Exercise objective » I need all of the entries printed exactly.

Dataset excerpts »
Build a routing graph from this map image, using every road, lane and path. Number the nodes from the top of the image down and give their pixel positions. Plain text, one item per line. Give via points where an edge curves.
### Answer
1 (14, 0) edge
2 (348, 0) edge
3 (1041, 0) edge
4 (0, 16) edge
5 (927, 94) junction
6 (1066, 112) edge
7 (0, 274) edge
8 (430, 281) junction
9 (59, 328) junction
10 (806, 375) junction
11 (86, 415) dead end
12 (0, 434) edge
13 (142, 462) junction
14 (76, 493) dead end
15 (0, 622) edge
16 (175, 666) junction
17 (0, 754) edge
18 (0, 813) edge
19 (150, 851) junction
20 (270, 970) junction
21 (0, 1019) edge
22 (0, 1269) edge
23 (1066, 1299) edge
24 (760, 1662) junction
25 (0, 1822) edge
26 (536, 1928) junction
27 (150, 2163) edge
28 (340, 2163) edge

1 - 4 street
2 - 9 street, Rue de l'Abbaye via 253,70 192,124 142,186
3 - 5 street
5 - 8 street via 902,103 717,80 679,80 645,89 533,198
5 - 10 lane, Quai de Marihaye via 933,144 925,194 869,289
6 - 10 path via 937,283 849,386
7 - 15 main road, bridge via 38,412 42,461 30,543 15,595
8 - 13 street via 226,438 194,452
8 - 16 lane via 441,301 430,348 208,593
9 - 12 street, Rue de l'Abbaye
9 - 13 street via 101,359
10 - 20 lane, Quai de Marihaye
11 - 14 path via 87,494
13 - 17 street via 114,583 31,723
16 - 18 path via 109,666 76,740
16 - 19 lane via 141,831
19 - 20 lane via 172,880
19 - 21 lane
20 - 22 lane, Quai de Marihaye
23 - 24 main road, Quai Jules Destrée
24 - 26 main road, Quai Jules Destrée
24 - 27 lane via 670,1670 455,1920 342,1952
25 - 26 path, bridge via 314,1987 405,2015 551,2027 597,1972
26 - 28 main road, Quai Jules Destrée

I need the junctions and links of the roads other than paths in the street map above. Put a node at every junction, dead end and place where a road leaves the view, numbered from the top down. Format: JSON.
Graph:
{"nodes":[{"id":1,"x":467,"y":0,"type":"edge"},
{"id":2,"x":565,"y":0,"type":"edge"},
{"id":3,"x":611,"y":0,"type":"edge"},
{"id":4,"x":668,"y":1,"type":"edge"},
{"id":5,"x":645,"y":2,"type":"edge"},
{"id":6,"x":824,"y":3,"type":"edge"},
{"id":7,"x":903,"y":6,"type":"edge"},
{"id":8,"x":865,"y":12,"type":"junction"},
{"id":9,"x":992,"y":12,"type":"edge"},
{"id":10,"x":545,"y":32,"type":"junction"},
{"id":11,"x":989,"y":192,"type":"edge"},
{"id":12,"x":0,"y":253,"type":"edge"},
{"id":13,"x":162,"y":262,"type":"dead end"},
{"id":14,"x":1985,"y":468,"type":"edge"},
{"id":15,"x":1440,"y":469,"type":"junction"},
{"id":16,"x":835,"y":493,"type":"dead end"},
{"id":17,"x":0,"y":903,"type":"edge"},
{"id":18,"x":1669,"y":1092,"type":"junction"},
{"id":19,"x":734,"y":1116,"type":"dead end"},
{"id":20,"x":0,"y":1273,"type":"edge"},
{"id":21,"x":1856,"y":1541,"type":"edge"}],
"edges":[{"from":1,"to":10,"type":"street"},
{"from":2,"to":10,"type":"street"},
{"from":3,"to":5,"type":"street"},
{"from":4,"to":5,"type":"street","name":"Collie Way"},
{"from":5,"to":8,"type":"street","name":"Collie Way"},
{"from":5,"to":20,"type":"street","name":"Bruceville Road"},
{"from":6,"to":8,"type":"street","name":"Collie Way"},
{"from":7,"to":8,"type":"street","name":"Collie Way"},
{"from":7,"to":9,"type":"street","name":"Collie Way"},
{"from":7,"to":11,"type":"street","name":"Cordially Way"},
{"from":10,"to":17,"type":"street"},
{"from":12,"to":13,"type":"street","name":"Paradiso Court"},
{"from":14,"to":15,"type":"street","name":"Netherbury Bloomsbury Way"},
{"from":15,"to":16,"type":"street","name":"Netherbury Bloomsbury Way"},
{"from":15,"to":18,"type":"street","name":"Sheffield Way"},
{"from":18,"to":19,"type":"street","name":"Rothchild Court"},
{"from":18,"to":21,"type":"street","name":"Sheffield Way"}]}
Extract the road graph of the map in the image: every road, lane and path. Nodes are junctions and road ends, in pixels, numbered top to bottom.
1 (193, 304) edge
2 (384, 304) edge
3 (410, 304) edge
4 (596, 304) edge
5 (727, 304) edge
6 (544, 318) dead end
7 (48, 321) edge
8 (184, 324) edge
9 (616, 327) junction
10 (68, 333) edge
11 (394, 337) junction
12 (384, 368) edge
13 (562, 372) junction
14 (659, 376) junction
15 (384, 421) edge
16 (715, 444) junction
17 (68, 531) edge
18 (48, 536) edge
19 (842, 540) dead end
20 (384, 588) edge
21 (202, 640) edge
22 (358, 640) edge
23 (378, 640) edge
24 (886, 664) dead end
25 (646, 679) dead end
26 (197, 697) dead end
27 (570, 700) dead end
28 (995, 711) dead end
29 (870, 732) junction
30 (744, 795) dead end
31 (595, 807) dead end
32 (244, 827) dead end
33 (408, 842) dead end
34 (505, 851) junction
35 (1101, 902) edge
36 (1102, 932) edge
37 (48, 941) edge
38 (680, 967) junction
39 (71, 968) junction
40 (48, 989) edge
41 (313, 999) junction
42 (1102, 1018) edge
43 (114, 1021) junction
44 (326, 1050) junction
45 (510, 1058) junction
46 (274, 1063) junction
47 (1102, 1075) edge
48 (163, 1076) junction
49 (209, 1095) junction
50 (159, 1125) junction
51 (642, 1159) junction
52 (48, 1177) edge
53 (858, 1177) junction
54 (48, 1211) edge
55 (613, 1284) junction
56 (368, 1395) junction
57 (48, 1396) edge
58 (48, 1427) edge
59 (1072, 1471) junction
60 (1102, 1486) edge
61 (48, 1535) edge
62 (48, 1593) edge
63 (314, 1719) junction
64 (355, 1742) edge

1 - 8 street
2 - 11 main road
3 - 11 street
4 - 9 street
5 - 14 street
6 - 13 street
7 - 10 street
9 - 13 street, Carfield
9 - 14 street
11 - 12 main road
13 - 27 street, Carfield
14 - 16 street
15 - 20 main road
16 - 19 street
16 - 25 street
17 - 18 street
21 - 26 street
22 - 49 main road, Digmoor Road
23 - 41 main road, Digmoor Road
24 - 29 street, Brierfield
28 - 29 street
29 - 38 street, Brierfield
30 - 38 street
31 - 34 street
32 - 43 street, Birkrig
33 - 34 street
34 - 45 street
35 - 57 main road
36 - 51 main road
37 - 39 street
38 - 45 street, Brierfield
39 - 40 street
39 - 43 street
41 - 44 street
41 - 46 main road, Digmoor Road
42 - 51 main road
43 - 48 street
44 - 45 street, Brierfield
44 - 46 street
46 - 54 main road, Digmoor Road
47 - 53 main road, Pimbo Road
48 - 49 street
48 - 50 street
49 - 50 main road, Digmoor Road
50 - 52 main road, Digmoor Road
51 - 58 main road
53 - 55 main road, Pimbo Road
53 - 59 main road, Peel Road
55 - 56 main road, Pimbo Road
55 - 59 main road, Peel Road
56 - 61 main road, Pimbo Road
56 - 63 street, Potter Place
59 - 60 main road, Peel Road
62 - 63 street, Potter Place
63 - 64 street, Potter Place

Written reply »
Build a routing graph from this map image, using every road, lane and path. Number the nodes from the top of the image down and give their pixel positions. Plain text, one item per line. Give via points where an edge curves.
### Answer
1 (14, 0) edge
2 (348, 0) edge
3 (1041, 0) edge
4 (0, 16) edge
5 (927, 94) junction
6 (1066, 112) edge
7 (0, 274) edge
8 (430, 281) junction
9 (59, 328) junction
10 (806, 375) junction
11 (86, 415) dead end
12 (0, 434) edge
13 (142, 462) junction
14 (76, 493) dead end
15 (0, 622) edge
16 (175, 666) junction
17 (0, 754) edge
18 (0, 813) edge
19 (150, 851) junction
20 (270, 970) junction
21 (0, 1019) edge
22 (0, 1269) edge
23 (1066, 1299) edge
24 (760, 1662) junction
25 (0, 1822) edge
26 (536, 1928) junction
27 (150, 2163) edge
28 (340, 2163) edge

1 - 4 street
2 - 9 street, Rue de l'Abbaye via 253,70 192,124 142,186
3 - 5 street
5 - 8 street via 902,103 717,80 679,80 645,89 533,198
5 - 10 lane, Quai de Marihaye via 933,144 925,194 869,289
6 - 10 path via 937,283 849,386
7 - 15 main road, bridge via 38,412 42,461 30,543 15,595
8 - 13 street via 226,438 194,452
8 - 16 lane via 441,301 430,348 208,593
9 - 12 street, Rue de l'Abbaye
9 - 13 street via 101,359
10 - 20 lane, Quai de Marihaye
11 - 14 path via 87,494
13 - 17 street via 114,583 31,723
16 - 18 path via 109,666 76,740
16 - 19 lane via 141,831
19 - 20 lane via 172,880
19 - 21 lane
20 - 22 lane, Quai de Marihaye
23 - 24 main road, Quai Jules Destrée
24 - 26 main road, Quai Jules Destrée
24 - 27 lane via 670,1670 455,1920 342,1952
25 - 26 path, bridge via 314,1987 405,2015 551,2027 597,1972
26 - 28 main road, Quai Jules Destrée

I need the junctions and links of the roads other than paths in the street map above. Put a node at every junction, dead end and place where a road leaves the view, numbered from the top down. Format: JSON.
Graph:
{"nodes":[{"id":1,"x":467,"y":0,"type":"edge"},
{"id":2,"x":565,"y":0,"type":"edge"},
{"id":3,"x":611,"y":0,"type":"edge"},
{"id":4,"x":668,"y":1,"type":"edge"},
{"id":5,"x":645,"y":2,"type":"edge"},
{"id":6,"x":824,"y":3,"type":"edge"},
{"id":7,"x":903,"y":6,"type":"edge"},
{"id":8,"x":865,"y":12,"type":"junction"},
{"id":9,"x":992,"y":12,"type":"edge"},
{"id":10,"x":545,"y":32,"type":"junction"},
{"id":11,"x":989,"y":192,"type":"edge"},
{"id":12,"x":0,"y":253,"type":"edge"},
{"id":13,"x":162,"y":262,"type":"dead end"},
{"id":14,"x":1985,"y":468,"type":"edge"},
{"id":15,"x":1440,"y":469,"type":"junction"},
{"id":16,"x":835,"y":493,"type":"dead end"},
{"id":17,"x":0,"y":903,"type":"edge"},
{"id":18,"x":1669,"y":1092,"type":"junction"},
{"id":19,"x":734,"y":1116,"type":"dead end"},
{"id":20,"x":0,"y":1273,"type":"edge"},
{"id":21,"x":1856,"y":1541,"type":"edge"}],
"edges":[{"from":1,"to":10,"type":"street"},
{"from":2,"to":10,"type":"street"},
{"from":3,"to":5,"type":"street"},
{"from":4,"to":5,"type":"street","name":"Collie Way"},
{"from":5,"to":8,"type":"street","name":"Collie Way"},
{"from":5,"to":20,"type":"street","name":"Bruceville Road"},
{"from":6,"to":8,"type":"street","name":"Collie Way"},
{"from":7,"to":8,"type":"street","name":"Collie Way"},
{"from":7,"to":9,"type":"street","name":"Collie Way"},
{"from":7,"to":11,"type":"street","name":"Cordially Way"},
{"from":10,"to":17,"type":"street"},
{"from":12,"to":13,"type":"street","name":"Paradiso Court"},
{"from":14,"to":15,"type":"street","name":"Netherbury Bloomsbury Way"},
{"from":15,"to":16,"type":"street","name":"Netherbury Bloomsbury Way"},
{"from":15,"to":18,"type":"street","name":"Sheffield Way"},
{"from":18,"to":19,"type":"street","name":"Rothchild Court"},
{"from":18,"to":21,"type":"street","name":"Sheffield Way"}]}
Extract the road graph of the map in the image: every road, lane and path. Nodes are junctions and road ends, in pixels, numbered top to bottom.
1 (193, 304) edge
2 (384, 304) edge
3 (410, 304) edge
4 (596, 304) edge
5 (727, 304) edge
6 (544, 318) dead end
7 (48, 321) edge
8 (184, 324) edge
9 (616, 327) junction
10 (68, 333) edge
11 (394, 337) junction
12 (384, 368) edge
13 (562, 372) junction
14 (659, 376) junction
15 (384, 421) edge
16 (715, 444) junction
17 (68, 531) edge
18 (48, 536) edge
19 (842, 540) dead end
20 (384, 588) edge
21 (202, 640) edge
22 (358, 640) edge
23 (378, 640) edge
24 (886, 664) dead end
25 (646, 679) dead end
26 (197, 697) dead end
27 (570, 700) dead end
28 (995, 711) dead end
29 (870, 732) junction
30 (744, 795) dead end
31 (595, 807) dead end
32 (244, 827) dead end
33 (408, 842) dead end
34 (505, 851) junction
35 (1101, 902) edge
36 (1102, 932) edge
37 (48, 941) edge
38 (680, 967) junction
39 (71, 968) junction
40 (48, 989) edge
41 (313, 999) junction
42 (1102, 1018) edge
43 (114, 1021) junction
44 (326, 1050) junction
45 (510, 1058) junction
46 (274, 1063) junction
47 (1102, 1075) edge
48 (163, 1076) junction
49 (209, 1095) junction
50 (159, 1125) junction
51 (642, 1159) junction
52 (48, 1177) edge
53 (858, 1177) junction
54 (48, 1211) edge
55 (613, 1284) junction
56 (368, 1395) junction
57 (48, 1396) edge
58 (48, 1427) edge
59 (1072, 1471) junction
60 (1102, 1486) edge
61 (48, 1535) edge
62 (48, 1593) edge
63 (314, 1719) junction
64 (355, 1742) edge

1 - 8 street
2 - 11 main road
3 - 11 street
4 - 9 street
5 - 14 street
6 - 13 street
7 - 10 street
9 - 13 street, Carfield
9 - 14 street
11 - 12 main road
13 - 27 street, Carfield
14 - 16 street
15 - 20 main road
16 - 19 street
16 - 25 street
17 - 18 street
21 - 26 street
22 - 49 main road, Digmoor Road
23 - 41 main road, Digmoor Road
24 - 29 street, Brierfield
28 - 29 street
29 - 38 street, Brierfield
30 - 38 street
31 - 34 street
32 - 43 street, Birkrig
33 - 34 street
34 - 45 street
35 - 57 main road
36 - 51 main road
37 - 39 street
38 - 45 street, Brierfield
39 - 40 street
39 - 43 street
41 - 44 street
41 - 46 main road, Digmoor Road
42 - 51 main road
43 - 48 street
44 - 45 street, Brierfield
44 - 46 street
46 - 54 main road, Digmoor Road
47 - 53 main road, Pimbo Road
48 - 49 street
48 - 50 street
49 - 50 main road, Digmoor Road
50 - 52 main road, Digmoor Road
51 - 58 main road
53 - 55 main road, Pimbo Road
53 - 59 main road, Peel Road
55 - 56 main road, Pimbo Road
55 - 59 main road, Peel Road
56 - 61 main road, Pimbo Road
56 - 63 street, Potter Place
59 - 60 main road, Peel Road
62 - 63 street, Potter Place
63 - 64 street, Potter Place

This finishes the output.